Autoencoders¶

In this exercise, we’ll build an autoencoder to model the cryptopunks. We’ll assume that you’ve already looked at the chapter on convolutional networks, where we show how we downloaded and process the data. An autoencoder can be thought of as the following. Consider a datset with 8 features and consider a network that has 4 hidden nodes on the first layer, 2 on the second, 4 on the third and 8 on the fourth.
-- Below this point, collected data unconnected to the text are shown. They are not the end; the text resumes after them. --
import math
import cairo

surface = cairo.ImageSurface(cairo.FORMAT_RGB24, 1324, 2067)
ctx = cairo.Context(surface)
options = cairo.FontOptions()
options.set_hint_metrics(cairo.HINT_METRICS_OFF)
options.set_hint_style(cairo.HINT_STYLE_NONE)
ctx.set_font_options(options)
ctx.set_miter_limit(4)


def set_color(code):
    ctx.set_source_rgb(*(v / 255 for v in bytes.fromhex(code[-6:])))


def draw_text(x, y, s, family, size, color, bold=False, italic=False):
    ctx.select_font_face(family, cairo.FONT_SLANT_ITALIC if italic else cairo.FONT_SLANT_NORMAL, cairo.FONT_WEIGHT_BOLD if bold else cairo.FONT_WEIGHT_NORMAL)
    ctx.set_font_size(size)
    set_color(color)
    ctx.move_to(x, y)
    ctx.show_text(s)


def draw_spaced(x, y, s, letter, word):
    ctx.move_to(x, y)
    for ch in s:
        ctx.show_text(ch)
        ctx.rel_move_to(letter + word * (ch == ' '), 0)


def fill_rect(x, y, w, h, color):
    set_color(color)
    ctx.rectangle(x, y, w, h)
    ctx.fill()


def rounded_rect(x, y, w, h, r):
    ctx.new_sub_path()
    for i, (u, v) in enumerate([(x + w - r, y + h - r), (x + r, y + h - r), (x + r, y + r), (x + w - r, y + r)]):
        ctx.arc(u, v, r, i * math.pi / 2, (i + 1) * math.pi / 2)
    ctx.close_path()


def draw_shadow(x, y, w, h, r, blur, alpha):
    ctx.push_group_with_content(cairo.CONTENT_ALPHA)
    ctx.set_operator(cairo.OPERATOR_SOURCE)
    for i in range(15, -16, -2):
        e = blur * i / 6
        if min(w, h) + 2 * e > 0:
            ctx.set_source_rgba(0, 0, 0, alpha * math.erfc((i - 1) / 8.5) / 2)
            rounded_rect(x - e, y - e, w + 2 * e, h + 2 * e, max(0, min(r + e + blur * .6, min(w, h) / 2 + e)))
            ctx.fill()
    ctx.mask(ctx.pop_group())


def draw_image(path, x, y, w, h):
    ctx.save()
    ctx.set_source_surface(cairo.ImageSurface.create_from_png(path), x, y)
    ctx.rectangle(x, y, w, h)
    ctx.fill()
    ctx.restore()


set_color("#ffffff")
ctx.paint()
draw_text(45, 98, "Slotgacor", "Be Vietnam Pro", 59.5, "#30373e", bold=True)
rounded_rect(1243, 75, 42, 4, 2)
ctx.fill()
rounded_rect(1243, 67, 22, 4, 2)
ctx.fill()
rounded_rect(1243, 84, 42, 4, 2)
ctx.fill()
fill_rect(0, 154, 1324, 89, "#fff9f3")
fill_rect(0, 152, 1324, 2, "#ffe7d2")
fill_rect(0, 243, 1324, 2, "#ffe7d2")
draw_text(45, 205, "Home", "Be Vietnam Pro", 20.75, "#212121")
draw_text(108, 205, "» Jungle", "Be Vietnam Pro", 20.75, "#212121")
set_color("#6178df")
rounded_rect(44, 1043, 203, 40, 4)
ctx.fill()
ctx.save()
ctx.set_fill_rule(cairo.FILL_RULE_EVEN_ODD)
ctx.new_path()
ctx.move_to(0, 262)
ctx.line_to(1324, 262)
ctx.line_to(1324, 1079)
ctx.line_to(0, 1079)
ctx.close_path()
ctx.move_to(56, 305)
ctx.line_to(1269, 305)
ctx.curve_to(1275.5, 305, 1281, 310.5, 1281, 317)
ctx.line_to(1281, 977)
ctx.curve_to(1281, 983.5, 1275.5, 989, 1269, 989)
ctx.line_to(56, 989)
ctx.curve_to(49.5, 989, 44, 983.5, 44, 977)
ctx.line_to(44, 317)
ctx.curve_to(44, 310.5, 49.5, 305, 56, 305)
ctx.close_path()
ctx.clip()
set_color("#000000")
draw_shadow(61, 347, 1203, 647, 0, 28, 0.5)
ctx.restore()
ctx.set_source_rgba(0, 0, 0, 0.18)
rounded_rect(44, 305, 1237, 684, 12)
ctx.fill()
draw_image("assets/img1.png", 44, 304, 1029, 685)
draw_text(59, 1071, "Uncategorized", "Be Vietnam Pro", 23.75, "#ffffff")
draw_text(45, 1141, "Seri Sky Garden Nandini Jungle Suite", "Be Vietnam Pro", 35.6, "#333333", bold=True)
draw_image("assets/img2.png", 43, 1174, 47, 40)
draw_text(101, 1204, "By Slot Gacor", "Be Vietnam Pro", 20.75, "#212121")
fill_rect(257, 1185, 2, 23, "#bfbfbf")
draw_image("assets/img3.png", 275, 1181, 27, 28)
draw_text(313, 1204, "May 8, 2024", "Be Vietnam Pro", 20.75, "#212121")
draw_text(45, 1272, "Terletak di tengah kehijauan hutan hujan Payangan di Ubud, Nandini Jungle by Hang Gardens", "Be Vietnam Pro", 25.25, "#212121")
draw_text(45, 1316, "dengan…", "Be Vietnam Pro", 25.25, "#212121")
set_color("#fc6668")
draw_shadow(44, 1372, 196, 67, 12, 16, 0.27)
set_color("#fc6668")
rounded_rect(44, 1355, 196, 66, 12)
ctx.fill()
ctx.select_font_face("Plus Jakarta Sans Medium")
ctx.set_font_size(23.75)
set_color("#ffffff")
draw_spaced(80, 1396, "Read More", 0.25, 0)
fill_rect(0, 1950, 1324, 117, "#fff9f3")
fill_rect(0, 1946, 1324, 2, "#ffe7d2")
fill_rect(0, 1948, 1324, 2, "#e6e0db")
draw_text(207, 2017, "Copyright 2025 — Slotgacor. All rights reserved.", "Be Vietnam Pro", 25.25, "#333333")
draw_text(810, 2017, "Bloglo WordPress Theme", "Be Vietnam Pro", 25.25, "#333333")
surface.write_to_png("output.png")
See the picture below.

import networkx as nx
import matplotlib.pyplot as plt
import numpy as np
import sklearn as skl

#plt.figure(figsize=[2, 2])
G = nx.DiGraph()
G.add_node("X1",  pos = (0, 5) )
G.add_node("X2",  pos = (1, 5) )
G.add_node("X3",  pos = (2, 5) )
G.add_node("X4",  pos = (3, 5) )
G.add_node("X5",  pos = (4, 5) )
G.add_node("X6",  pos = (5, 5) )
G.add_node("X7",  pos = (6, 5) )
G.add_node("X8",  pos = (7, 5) )

G.add_node("H11",  pos = (1.4, 4) )
G.add_node("H12",  pos = (2.8, 4) )
G.add_node("H13",  pos = (4.2, 4) )
G.add_node("H14",  pos = (5.6, 4) )

G.add_node("H21",  pos = (2.1, 3) )
G.add_node("H22",  pos = (4.9, 3) )

G.add_node("H31",  pos = (1.4, 2) )
G.add_node("H32",  pos = (2.8, 2) )
G.add_node("H33",  pos = (4.2, 2) )
G.add_node("H34",  pos = (5.6, 2) )


G.add_node("H41",  pos = (0, 1) )
G.add_node("H42",  pos = (1, 1) )
G.add_node("H43",  pos = (2, 1) )
G.add_node("H44",  pos = (3, 1) )
G.add_node("H45",  pos = (4, 1) )
G.add_node("H46",  pos = (5, 1) )
G.add_node("H47",  pos = (6, 1) )
G.add_node("H48",  pos = (7, 1) )

G.add_edges_from([ ("X1", "H11"),  ("X1", "H12"),  ("X1", "H13"),  ("X1", "H14")])
G.add_edges_from([ ("X2", "H11"),  ("X2", "H12"),  ("X2", "H13"),  ("X2", "H14")])
G.add_edges_from([ ("X3", "H11"),  ("X3", "H12"),  ("X3", "H13"),  ("X3", "H14")])
G.add_edges_from([ ("X4", "H11"),  ("X4", "H12"),  ("X4", "H13"),  ("X4", "H14")])
G.add_edges_from([ ("X5", "H11"),  ("X5", "H12"),  ("X5", "H13"),  ("X5", "H14")])
G.add_edges_from([ ("X6", "H11"),  ("X6", "H12"),  ("X6", "H13"),  ("X6", "H14")])
G.add_edges_from([ ("X7", "H11"),  ("X7", "H12"),  ("X7", "H13"),  ("X7", "H14")])
G.add_edges_from([ ("X8", "H11"),  ("X8", "H12"),  ("X8", "H13"),  ("X8", "H14")])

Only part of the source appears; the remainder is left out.